▸ **Task to complete**
From the records that follow, copy every line in which "main" appears.

▸ **Provided entries**
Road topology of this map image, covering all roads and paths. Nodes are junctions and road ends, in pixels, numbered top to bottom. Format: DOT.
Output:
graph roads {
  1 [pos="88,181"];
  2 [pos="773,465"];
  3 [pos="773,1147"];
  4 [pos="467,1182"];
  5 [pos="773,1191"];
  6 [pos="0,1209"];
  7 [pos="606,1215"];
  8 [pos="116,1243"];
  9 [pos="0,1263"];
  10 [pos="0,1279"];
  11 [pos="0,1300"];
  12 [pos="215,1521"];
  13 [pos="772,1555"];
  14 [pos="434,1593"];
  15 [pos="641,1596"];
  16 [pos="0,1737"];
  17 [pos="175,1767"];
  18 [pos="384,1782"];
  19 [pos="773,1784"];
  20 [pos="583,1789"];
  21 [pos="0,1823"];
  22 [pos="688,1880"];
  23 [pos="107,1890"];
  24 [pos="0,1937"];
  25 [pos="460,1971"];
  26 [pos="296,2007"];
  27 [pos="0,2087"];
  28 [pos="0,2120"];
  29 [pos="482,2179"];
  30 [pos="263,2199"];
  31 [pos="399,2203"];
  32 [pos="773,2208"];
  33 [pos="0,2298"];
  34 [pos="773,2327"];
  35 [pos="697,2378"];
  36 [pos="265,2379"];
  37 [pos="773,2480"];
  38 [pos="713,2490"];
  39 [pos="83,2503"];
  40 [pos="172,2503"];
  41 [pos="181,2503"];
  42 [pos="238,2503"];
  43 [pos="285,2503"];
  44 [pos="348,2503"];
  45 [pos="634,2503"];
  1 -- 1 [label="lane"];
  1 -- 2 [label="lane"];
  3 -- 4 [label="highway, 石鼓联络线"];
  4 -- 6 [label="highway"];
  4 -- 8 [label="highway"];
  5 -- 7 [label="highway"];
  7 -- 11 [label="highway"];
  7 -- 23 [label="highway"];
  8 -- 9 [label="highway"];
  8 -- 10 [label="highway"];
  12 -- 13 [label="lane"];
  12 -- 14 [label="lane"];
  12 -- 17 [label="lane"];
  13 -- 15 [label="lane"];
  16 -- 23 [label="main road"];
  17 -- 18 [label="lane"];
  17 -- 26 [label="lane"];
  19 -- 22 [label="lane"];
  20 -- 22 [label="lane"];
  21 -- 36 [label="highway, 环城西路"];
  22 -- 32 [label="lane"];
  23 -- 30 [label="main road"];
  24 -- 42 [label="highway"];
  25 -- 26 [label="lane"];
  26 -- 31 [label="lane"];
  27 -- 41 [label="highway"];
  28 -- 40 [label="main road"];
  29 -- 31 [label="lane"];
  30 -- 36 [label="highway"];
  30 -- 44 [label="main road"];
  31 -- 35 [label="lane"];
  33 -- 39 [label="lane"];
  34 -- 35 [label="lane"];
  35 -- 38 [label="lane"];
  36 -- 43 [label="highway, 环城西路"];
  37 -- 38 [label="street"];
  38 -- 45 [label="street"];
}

▸ **Answer below**
  16 -- 23 [label="main road"];
  23 -- 30 [label="main road"];
  28 -- 40 [label="main road"];
  30 -- 44 [label="main road"];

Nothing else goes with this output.